Einweihung der Effizienzhäuser Plus im Altbau

Quelle: Eibe Sönnecken, Darmstadt
Quelle: Architekt: Werner Sobek / Foto: Zooey Braun

Herr Florian Pronold, Parlamentarischer Staatssekretär beim Bundesbauministerium, weihte am 2. Mai die bundesweit ersten Mehrfamilienhäuser ein, die nach ihrer Sanierung mehr Energie erzeugen, als sie benötigen. Gefördert mit Forschungsmitteln des Bundesbauministeriums modernisierte die Wohnungsgesellschaft der Stadt Neu-Ulm GmbH (NUWOG) zwei Zeilenbauten aus den 1930er Jahren im Effizienzhaus Plus Standard. Am 2. Mai 2016 fand die offizielle Einweihungsfeier dieser ersten Modell-vorhaben im sanierten mehrgeschossigen Wohnungsbau statt.

Bei der Veranstaltung betonte Herr Parlamentarischer Staatssekretär Florian Pronold deren Signalwirkung auf dem Weg zu einem klimaneutralen Gebäudebestand 2050: „Die Effizienzhäuser Plus im Altbau in Neu-Ulm setzen baukulturell wertvolle Maßstäbe für einen zukunftsfähigen Gebäudebestand 2050!“ Herr Andreas Heipp, Geschäftsführer der NUWOG hob, die Bereitschaft aller Beteiligten hervor, Neues zu denken sowie neue und auch riskante Wege einzuschlagen und bedankte sich für das außerordentliche Engagement der Mitwirkenden. Für Herrn Gerold Noerenberg, Oberbürgermeister von Neu Ulm, stehen die beiden Effizienzhäuser Plus im Altbau im Zeichen der jungen aufstrebenden Stadt Neu-Ulm. Projekte dieser Art stärken die dynamische Entwicklung der Stadt und setzen ein Zeichen von bundesweiter Strahlkraft. Herr Prof. Werner Sobek nutzte die Vorstellung des Projekts Pfuhler-Str. 4+6 und sprach über Chancen und Perspektiven der „Elektrischen Stadt“. Herr Ruben Lang von o5 Architekten stellte das Modellvorhaben Pfuhler-Str. 12+14 vor: Neben der energetischen Ertüchtigung stand vor allem die Schaffung eines Wohnkomforts entsprechend der heutigen Ansprüche im Fokus der Planungen.

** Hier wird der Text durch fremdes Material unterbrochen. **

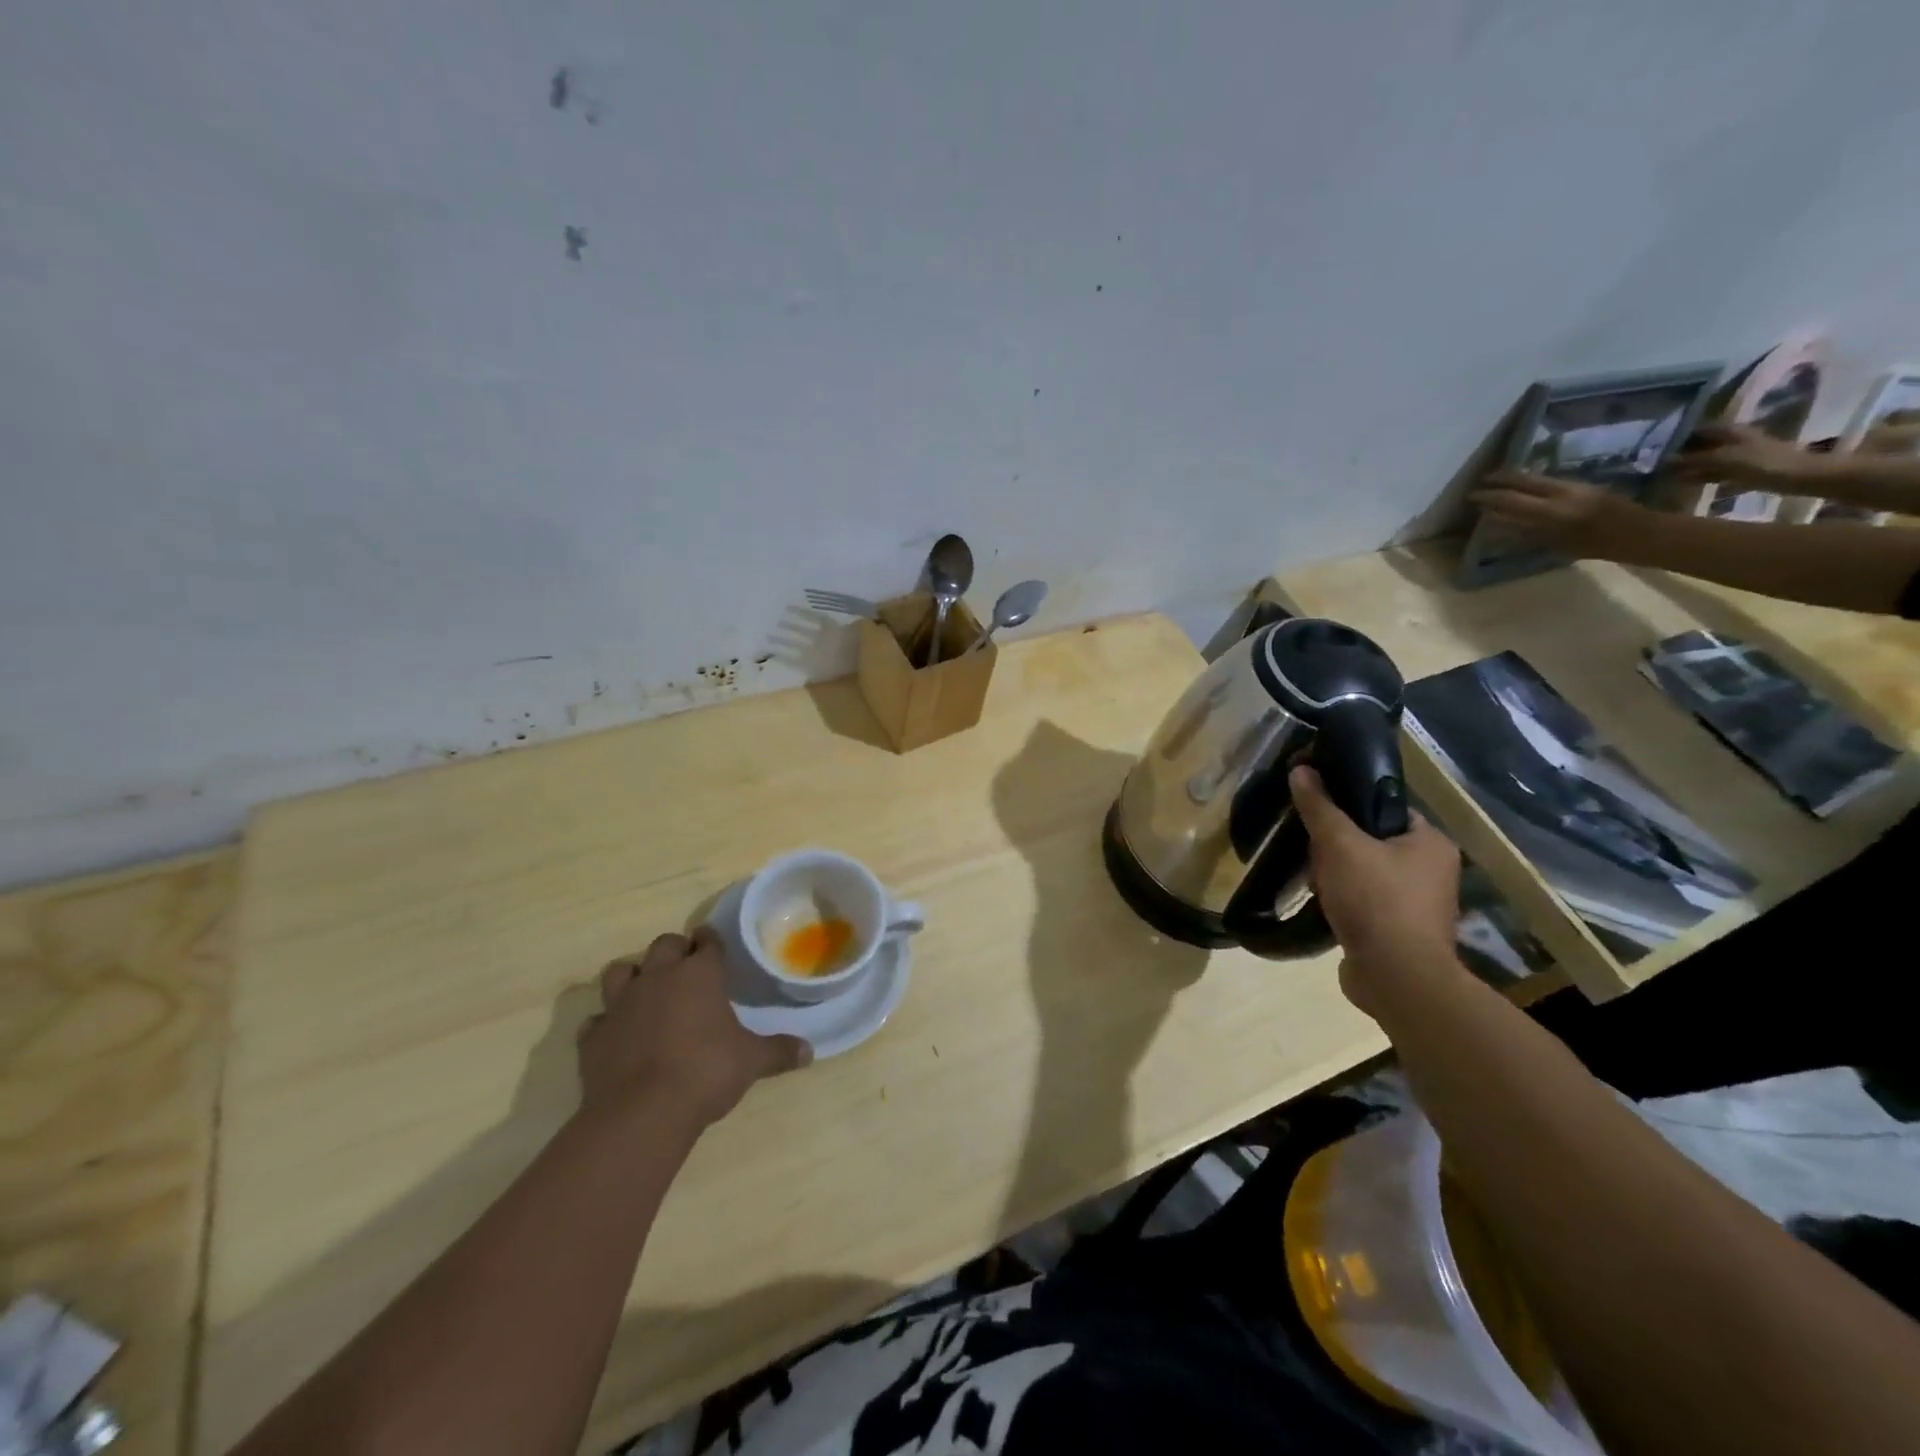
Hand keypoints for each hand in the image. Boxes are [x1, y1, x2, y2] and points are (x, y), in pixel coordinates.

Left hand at [579, 928, 810, 1128]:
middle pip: (664, 945)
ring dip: (633, 976)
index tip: (715, 947)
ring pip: (620, 971)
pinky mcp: (593, 1036)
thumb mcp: (752, 1061)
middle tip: (686, 969)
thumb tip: (809, 1052)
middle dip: (675, 951)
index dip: (712, 942)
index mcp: (699, 974)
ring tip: (646, 992)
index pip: (707, 942)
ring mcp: (621, 1004)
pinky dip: (607, 1024)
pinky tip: (617, 1036)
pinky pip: (597, 1019)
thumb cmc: (706, 1072)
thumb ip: (779, 1051)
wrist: (642, 1112)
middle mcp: (658, 977)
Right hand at [1290, 766, 1463, 1015]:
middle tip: (1312, 850)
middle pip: (1371, 840)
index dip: (1349, 804)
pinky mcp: (1399, 931)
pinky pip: (1364, 902)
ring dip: (1335, 875)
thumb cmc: (1376, 900)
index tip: (1317, 809)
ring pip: (1364, 872)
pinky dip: (1342, 901)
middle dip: (1336, 846)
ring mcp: (1417, 904)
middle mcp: (1432, 870)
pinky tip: (1322, 904)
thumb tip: (1301, 769)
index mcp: (1431, 842)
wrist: (1397, 978)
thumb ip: (1320, 806)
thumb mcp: (1339, 844)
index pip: (1385, 806)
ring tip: (1313, 879)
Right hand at [1472, 471, 1648, 558]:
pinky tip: (1526, 486)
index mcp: (1551, 511)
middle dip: (1500, 480)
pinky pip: (1549, 480)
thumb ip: (1524, 529)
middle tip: (1482, 482)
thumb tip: (1495, 519)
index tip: (1472, 496)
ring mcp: (1573, 486)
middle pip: (1523, 480)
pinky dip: (1532, 481)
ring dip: (1515, 478)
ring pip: (1537, 477)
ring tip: (1500, 481)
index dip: (1489, 496)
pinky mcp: (1583, 484)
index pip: (1511, 499)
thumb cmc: (1596, 546)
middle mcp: (1560, 492)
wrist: (1639, 533)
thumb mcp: (1555, 543)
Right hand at [1667, 422, 1828, 488]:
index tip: (1657, 450)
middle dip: (1682, 454)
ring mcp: (1738, 454)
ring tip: (1668, 477)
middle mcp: (1733, 439)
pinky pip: (1715, 471)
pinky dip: (1701, 476)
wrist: (1797, 476)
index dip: (1679, 438)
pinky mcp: (1742, 469)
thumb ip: (1693, 459)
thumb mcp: (1723, 459)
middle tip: (1658, 466)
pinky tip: (1687, 483)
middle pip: (1702, 445)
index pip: (1698, 430)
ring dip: (1690, 466)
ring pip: (1707, 459)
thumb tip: (1664, 460)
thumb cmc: (1761, 462)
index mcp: (1730, 431)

Von den neu gestalteten, nutzungsneutralen und lichtdurchfluteten Innenräumen konnten sich die Interessierten bei dem anschließenden öffentlichen Rundgang überzeugen.

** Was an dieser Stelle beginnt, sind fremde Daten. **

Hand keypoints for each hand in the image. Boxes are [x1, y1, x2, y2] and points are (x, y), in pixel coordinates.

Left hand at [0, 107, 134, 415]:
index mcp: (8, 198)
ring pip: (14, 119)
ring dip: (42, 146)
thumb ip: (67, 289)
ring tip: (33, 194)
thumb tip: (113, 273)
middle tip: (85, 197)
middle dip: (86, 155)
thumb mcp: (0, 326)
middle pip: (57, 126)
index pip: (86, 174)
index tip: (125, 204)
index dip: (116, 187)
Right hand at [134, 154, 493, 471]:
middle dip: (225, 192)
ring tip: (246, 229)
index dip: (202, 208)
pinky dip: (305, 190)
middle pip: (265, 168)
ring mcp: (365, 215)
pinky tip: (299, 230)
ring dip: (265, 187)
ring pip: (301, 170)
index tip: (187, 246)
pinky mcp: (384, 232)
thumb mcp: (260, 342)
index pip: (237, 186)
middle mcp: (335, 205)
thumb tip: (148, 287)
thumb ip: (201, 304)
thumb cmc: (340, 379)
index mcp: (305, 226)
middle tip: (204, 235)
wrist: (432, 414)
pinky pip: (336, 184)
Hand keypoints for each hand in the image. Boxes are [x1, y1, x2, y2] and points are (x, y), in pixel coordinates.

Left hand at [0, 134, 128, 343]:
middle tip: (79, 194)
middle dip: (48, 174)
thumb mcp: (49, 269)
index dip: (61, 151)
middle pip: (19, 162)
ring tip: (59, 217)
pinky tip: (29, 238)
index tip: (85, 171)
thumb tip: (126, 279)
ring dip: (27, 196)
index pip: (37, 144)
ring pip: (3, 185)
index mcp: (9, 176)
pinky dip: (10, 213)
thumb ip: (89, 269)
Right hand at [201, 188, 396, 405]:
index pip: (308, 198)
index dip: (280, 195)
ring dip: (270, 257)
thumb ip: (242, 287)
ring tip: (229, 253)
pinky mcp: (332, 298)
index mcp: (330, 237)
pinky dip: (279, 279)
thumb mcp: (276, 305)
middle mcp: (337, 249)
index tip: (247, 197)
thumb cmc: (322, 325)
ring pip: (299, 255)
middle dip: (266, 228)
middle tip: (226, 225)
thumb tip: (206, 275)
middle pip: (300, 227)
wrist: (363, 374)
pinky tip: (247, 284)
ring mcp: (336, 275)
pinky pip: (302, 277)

Mit der Einweihung fiel der Startschuss für eine zweijährige Monitoringphase, in der beide Gebäudekonzepte in Bezug auf wirtschaftliche, ökologische und soziokulturelle Aspekte verglichen werden. Wie Herr Prof. Christoph van Treeck (RWTH Aachen University) vor Ort erläuterte, werden im Rah-men des energetischen Monitorings die Energieerträge und -verbräuche erfasst und mit den vorherberechneten Werten verglichen.
Die Modellgebäude sollen als Beispiel für die Wohnungswirtschaft aber auch für private Haushalte dienen und die Entwicklung von Bestandsgebäuden mit einem Plus an Energie fördern.